Disabled people in Britain still face access problems in thousands of high street venues up and down the country. In a recent government audit, accessibility information providers DisabledGo visited more than thirty thousand shops and restaurants to assess them in person, and the results are somewhat shocking.

  • A fifth of all shops surveyed had no wheelchair access
  • 85% of all shops and restaurants surveyed did not provide hearing loops
  • 75% of restaurants surveyed failed to cater to the visually impaired
  • Less than a third of all department stores had accessible changing rooms
  • Two thirds of retail staff were not trained to assist disabled customers
  • 40% of restaurants and a third of department stores had no accessible toilets

In addition, the surveyors asked 105 leading national retail chains directly for further information. Only 4% responded.

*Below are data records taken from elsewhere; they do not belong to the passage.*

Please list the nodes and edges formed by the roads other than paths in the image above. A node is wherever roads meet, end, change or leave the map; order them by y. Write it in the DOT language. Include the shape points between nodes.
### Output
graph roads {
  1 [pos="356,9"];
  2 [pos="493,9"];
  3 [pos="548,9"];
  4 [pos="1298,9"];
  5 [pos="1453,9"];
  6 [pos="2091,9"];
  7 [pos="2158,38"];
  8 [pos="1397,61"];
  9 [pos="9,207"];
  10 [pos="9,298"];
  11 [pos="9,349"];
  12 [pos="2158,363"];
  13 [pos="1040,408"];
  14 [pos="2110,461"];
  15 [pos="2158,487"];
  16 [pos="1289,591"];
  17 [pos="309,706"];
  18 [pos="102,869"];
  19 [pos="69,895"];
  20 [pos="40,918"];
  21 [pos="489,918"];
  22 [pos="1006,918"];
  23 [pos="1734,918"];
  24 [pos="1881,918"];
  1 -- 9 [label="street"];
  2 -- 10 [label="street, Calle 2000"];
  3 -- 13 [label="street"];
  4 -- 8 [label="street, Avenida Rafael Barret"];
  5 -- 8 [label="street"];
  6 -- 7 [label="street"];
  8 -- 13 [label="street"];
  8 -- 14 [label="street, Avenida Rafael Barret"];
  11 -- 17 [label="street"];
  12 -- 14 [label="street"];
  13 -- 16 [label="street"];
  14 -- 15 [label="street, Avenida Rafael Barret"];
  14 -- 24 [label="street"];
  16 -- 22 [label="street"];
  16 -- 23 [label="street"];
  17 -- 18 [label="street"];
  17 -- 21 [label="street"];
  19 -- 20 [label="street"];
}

For many disabled people, the results are unsurprising. Although there are regulations which demand that disabled access be considered in the design of new buildings, as well as existing ones which are undergoing an extension, alteration or change of use, many buildings have never been refitted for access. In some cases, only a nominal effort has been made – for example, fitting disabled toilets in a building with no wheelchair access, or even placing a sign in the window advising disabled people to ask inside for access on the assumption that they’ll be accompanied by an able-bodied person who can do so.

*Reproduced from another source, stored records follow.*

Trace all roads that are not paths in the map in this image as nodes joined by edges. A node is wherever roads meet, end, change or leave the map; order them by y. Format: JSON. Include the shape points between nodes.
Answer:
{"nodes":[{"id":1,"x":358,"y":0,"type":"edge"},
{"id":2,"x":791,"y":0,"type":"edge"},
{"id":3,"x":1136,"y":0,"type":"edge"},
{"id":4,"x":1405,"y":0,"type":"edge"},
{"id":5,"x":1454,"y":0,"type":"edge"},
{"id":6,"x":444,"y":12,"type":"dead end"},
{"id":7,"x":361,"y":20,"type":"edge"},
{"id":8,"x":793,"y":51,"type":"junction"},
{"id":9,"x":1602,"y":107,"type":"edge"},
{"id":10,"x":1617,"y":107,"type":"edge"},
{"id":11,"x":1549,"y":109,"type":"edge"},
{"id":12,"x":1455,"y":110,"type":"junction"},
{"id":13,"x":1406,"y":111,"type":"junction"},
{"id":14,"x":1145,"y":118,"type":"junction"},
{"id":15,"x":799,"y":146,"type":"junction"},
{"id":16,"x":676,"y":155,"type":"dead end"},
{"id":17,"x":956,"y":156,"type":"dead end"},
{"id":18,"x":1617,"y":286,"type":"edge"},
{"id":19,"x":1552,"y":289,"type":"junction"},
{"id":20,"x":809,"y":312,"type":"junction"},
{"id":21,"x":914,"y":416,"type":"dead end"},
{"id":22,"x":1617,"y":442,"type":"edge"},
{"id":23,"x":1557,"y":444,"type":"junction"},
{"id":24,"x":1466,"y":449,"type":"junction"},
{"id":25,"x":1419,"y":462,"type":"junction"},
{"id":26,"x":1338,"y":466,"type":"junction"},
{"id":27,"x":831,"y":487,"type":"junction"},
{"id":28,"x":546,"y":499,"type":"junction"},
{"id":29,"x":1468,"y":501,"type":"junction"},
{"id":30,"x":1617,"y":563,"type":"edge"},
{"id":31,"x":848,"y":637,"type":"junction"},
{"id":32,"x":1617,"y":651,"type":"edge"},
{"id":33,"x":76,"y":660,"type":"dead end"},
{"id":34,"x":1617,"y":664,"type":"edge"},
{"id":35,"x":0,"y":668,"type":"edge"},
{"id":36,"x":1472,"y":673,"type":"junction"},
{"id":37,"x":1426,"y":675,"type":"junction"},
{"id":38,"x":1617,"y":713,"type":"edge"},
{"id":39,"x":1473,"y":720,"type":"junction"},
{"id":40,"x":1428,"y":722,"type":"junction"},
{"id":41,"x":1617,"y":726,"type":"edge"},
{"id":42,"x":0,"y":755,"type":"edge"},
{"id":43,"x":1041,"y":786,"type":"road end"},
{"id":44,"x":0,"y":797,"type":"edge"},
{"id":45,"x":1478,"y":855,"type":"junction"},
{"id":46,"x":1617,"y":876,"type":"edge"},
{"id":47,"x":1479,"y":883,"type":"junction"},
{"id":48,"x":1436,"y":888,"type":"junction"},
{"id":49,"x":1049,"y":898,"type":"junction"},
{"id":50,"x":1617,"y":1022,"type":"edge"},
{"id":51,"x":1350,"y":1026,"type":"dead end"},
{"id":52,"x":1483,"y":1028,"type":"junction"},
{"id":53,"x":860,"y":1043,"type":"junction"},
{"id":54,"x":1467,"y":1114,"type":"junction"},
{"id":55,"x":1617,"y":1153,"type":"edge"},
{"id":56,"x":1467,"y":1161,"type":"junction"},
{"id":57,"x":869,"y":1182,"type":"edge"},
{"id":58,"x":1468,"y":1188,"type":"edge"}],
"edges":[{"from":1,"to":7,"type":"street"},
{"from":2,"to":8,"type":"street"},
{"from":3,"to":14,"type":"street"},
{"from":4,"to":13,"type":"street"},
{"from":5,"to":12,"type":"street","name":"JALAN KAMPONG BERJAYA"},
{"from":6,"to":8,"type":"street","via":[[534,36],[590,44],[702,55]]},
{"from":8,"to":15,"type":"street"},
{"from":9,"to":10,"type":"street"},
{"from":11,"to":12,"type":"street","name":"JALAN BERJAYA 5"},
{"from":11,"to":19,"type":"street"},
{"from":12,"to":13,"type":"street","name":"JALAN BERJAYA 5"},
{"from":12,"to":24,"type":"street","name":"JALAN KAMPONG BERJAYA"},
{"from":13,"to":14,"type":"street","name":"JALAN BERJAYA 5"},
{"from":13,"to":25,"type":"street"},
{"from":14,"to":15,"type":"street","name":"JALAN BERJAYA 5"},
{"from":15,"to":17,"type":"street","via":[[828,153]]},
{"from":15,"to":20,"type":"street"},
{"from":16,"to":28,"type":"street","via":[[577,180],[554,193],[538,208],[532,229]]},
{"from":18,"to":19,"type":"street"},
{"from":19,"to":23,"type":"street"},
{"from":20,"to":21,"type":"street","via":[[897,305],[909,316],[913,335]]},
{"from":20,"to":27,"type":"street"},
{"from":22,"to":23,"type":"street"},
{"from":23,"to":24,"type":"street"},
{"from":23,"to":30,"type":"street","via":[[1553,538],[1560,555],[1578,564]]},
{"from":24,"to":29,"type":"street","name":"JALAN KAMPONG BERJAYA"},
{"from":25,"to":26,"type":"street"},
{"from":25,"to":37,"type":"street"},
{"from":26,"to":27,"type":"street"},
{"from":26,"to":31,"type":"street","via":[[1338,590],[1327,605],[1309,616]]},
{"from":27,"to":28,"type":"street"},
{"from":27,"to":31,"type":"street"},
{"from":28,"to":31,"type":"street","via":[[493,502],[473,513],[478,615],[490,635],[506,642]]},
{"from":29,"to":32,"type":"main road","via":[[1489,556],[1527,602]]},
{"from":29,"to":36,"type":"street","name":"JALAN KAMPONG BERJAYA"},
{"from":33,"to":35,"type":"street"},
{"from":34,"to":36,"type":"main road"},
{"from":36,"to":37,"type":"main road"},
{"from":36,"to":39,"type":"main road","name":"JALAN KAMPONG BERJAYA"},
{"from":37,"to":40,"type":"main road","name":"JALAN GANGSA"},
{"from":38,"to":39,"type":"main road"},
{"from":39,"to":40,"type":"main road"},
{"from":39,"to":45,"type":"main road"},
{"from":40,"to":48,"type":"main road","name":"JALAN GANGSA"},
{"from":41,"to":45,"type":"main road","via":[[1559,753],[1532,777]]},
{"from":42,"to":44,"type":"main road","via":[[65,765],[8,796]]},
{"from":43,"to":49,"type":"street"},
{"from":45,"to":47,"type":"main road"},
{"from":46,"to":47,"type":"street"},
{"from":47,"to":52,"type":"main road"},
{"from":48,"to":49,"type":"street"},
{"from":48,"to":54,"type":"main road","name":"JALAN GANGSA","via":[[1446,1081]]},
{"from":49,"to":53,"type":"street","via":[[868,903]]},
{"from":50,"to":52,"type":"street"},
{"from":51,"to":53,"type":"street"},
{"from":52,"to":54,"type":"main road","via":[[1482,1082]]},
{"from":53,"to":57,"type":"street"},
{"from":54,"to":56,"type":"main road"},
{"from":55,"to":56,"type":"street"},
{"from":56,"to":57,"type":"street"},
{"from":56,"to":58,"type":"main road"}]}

Following the audit, BBC News highlighted the daily experiences of disabled people on the high street. John from Derby pointed out that the menswear department of many stores is on the first floor – and an offer to fetch items down for customers like him is not particularly helpful because they don’t know what exactly the shop stocks without seeing it. Another correspondent pointed out that some businesses are theoretically accessible, but still highly inconvenient for power chair users.

With an estimated spending power of £200bn in the hands of disabled people, many high street venues may be missing out on vital revenue, and here at Axess 2 we can offer practical, cost-efficient solutions for a wide range of properties and uses – even in places where you may not think a lift could be practical. From step/incline access to platform lifts, we have versatile and affordable solutions to help you comply with disability access regulations in more than just theory – simply get in touch with us on 01200 405005 for more information.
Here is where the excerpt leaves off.